WHAT IS REQUIRED
Tell how many lines in the data below contain "السلام", using one number as the whole reply.

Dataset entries
= = = = = = =

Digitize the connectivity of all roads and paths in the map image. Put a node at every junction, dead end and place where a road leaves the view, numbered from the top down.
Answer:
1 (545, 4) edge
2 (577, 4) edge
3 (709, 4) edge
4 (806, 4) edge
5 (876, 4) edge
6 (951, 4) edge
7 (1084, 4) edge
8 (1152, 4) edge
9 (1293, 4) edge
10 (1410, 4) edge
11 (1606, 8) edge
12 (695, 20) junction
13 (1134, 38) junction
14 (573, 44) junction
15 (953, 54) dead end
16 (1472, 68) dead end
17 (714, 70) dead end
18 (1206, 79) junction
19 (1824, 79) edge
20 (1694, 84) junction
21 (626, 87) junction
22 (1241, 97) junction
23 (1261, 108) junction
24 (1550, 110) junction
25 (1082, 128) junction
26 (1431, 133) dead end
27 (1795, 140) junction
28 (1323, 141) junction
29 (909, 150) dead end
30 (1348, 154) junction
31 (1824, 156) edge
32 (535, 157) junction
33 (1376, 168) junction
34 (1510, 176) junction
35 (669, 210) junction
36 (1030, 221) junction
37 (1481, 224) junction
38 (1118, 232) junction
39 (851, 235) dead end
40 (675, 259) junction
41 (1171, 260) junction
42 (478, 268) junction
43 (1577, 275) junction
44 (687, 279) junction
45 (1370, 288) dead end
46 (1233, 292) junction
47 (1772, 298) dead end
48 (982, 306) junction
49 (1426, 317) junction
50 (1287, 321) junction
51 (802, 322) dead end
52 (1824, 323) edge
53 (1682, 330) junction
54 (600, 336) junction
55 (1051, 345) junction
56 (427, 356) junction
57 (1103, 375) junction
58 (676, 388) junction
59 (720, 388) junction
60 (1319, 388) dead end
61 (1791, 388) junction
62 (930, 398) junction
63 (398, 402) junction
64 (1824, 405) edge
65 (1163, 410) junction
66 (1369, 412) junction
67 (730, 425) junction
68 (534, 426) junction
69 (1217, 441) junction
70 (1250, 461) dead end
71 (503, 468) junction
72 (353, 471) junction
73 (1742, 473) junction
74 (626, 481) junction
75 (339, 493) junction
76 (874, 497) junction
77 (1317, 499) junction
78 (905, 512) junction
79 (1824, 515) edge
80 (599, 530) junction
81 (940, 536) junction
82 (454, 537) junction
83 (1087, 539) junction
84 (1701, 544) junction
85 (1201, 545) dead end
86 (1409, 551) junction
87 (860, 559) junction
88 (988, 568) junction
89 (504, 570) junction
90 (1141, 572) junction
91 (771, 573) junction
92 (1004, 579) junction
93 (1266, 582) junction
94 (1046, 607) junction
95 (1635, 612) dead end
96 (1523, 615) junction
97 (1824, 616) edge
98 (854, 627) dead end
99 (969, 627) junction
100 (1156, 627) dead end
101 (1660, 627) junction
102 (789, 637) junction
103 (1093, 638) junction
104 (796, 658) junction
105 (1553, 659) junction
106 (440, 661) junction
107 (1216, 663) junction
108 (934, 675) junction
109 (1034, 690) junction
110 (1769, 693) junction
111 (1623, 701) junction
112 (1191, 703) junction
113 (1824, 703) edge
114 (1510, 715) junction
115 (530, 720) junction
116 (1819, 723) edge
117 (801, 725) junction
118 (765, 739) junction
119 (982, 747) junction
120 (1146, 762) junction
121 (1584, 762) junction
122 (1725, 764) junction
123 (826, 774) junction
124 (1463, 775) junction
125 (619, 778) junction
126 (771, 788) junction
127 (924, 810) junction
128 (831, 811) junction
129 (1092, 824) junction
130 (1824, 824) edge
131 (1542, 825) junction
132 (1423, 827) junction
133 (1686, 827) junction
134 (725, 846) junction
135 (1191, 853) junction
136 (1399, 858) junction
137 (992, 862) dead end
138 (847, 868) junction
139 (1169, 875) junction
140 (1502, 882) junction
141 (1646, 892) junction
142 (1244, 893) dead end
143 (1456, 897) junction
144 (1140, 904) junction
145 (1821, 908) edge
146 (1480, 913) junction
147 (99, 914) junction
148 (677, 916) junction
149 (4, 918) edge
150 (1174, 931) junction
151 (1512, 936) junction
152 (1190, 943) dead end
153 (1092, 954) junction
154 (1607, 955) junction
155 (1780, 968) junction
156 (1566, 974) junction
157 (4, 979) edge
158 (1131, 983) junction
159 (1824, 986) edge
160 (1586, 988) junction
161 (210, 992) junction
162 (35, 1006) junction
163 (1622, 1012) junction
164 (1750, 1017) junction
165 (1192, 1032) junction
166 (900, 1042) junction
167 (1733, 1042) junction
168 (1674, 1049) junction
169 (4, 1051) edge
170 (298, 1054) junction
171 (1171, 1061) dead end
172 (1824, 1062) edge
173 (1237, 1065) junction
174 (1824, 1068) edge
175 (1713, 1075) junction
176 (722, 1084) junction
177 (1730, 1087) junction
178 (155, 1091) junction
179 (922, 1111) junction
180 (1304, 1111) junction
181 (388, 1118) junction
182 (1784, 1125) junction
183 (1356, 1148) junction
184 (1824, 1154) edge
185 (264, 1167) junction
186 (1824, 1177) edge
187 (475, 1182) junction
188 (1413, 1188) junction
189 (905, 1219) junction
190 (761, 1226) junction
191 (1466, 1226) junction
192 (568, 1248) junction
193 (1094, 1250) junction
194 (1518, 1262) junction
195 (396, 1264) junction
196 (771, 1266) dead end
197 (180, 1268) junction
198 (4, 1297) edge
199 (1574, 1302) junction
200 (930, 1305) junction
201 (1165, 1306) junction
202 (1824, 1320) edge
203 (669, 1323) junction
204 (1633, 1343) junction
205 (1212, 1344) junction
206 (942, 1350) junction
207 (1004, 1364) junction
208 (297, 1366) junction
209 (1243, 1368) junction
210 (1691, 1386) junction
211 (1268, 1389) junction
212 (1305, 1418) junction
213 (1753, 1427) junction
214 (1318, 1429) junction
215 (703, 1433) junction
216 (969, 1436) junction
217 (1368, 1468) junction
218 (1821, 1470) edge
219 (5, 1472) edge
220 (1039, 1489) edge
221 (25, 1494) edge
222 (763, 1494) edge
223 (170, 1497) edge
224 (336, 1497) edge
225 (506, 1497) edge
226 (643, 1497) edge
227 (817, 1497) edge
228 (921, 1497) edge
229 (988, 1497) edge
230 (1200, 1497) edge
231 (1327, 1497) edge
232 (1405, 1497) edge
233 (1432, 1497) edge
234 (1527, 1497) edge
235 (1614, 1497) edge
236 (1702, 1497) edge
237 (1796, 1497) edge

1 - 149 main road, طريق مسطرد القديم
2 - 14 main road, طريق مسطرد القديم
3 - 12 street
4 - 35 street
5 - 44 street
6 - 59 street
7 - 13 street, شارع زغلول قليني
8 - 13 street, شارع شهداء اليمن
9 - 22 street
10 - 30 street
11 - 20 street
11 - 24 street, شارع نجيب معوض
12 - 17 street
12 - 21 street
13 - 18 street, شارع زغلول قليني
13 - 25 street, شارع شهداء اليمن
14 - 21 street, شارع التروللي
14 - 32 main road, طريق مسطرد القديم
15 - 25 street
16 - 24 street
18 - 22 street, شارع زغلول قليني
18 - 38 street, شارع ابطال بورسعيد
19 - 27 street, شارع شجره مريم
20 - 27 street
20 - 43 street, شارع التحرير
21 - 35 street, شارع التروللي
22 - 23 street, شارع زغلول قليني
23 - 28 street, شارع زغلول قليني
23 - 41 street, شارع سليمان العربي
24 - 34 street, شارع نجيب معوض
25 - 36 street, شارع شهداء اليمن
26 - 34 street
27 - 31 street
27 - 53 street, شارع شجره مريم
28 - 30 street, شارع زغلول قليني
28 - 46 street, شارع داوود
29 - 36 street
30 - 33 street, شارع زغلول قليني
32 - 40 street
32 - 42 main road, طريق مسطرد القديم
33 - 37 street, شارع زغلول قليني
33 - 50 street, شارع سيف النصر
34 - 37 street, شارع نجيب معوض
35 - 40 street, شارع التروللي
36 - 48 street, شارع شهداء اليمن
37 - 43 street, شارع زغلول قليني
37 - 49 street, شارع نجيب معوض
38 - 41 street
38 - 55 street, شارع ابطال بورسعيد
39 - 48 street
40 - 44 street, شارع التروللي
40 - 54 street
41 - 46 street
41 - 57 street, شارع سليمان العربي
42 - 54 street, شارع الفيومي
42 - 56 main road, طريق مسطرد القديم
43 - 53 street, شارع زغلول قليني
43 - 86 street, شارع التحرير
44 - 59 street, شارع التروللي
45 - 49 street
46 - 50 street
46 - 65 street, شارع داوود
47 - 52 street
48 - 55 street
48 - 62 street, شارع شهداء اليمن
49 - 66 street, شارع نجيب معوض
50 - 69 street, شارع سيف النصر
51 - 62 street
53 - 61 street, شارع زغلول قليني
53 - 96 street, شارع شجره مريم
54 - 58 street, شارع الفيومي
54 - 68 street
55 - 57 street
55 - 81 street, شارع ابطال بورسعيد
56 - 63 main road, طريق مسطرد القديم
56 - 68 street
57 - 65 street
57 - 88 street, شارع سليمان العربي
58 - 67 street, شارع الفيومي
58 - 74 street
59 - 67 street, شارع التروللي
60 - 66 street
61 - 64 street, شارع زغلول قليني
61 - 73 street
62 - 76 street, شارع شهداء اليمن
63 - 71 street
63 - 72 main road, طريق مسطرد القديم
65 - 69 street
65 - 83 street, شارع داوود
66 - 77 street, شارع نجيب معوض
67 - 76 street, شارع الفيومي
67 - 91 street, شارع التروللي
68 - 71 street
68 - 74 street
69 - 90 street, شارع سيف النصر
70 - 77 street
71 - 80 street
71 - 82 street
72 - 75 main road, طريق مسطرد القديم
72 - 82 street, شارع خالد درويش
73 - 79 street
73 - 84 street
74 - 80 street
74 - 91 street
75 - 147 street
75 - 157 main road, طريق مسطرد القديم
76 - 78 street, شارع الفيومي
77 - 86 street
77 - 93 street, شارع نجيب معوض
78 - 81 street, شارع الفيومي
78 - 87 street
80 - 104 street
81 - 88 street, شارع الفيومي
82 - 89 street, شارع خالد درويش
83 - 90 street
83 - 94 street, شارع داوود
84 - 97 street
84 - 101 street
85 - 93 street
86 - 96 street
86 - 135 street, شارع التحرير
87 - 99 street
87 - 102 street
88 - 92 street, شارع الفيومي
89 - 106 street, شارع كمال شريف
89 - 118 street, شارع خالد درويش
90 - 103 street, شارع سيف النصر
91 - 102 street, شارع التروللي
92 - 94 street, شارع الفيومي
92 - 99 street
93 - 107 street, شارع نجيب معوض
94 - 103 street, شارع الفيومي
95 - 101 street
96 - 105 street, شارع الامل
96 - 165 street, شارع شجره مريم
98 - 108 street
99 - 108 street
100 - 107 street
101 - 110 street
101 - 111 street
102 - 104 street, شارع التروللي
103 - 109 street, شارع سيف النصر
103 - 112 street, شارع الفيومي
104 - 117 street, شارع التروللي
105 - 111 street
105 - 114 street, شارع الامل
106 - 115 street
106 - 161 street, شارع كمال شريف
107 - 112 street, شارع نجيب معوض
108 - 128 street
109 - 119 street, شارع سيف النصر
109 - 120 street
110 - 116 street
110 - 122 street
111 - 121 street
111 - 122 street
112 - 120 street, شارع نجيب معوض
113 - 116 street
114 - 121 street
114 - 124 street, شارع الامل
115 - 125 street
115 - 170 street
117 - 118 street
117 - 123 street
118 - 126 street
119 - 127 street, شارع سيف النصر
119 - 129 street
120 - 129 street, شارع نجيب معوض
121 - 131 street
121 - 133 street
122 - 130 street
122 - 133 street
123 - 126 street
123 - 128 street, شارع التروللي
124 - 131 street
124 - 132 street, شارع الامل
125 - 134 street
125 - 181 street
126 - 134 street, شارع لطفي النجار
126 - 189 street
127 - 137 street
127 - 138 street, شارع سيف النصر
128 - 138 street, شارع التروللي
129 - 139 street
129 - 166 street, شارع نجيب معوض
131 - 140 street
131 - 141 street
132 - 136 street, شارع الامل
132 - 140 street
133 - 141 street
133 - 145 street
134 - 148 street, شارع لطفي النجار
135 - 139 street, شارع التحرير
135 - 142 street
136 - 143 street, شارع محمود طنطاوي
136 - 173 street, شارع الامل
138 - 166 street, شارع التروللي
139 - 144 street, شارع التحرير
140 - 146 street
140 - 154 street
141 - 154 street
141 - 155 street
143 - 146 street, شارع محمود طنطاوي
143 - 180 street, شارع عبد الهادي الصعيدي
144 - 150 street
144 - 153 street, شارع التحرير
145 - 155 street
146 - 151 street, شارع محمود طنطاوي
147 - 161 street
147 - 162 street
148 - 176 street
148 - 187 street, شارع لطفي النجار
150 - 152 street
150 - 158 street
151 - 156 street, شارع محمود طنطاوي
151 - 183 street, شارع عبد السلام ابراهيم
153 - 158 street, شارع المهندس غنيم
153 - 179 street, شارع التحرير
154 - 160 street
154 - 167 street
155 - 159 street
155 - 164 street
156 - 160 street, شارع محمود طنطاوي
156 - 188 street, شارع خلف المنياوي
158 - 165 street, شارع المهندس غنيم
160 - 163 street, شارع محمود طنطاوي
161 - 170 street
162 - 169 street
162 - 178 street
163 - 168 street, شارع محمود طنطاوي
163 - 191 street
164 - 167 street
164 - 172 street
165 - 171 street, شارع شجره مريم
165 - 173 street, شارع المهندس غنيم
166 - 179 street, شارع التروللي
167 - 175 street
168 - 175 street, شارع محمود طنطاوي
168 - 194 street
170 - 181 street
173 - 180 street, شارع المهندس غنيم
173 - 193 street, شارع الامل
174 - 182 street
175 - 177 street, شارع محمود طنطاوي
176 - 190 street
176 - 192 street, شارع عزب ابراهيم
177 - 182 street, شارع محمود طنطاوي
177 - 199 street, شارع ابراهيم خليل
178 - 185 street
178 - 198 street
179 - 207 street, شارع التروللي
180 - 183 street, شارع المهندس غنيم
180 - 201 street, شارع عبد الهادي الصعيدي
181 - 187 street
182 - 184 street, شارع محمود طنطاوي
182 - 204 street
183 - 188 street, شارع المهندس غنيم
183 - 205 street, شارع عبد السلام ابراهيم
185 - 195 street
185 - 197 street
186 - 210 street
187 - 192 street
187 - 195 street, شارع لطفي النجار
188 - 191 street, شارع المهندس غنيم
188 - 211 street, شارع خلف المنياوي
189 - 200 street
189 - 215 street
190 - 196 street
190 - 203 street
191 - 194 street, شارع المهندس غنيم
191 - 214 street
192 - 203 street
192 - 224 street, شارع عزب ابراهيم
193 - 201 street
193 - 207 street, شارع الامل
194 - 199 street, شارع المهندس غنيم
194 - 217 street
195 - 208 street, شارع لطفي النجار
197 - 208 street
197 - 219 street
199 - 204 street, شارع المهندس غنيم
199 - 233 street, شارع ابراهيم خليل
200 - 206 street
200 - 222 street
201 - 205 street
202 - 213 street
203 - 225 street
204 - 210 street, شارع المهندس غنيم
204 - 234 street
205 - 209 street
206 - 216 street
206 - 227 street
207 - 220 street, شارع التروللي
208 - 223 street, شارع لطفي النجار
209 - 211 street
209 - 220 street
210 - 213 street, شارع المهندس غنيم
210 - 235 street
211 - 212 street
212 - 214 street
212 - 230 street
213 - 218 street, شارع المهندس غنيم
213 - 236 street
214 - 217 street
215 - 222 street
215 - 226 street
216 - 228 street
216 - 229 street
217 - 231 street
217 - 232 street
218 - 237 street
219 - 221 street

= = = = = = =

RESULT OF THIS TASK
2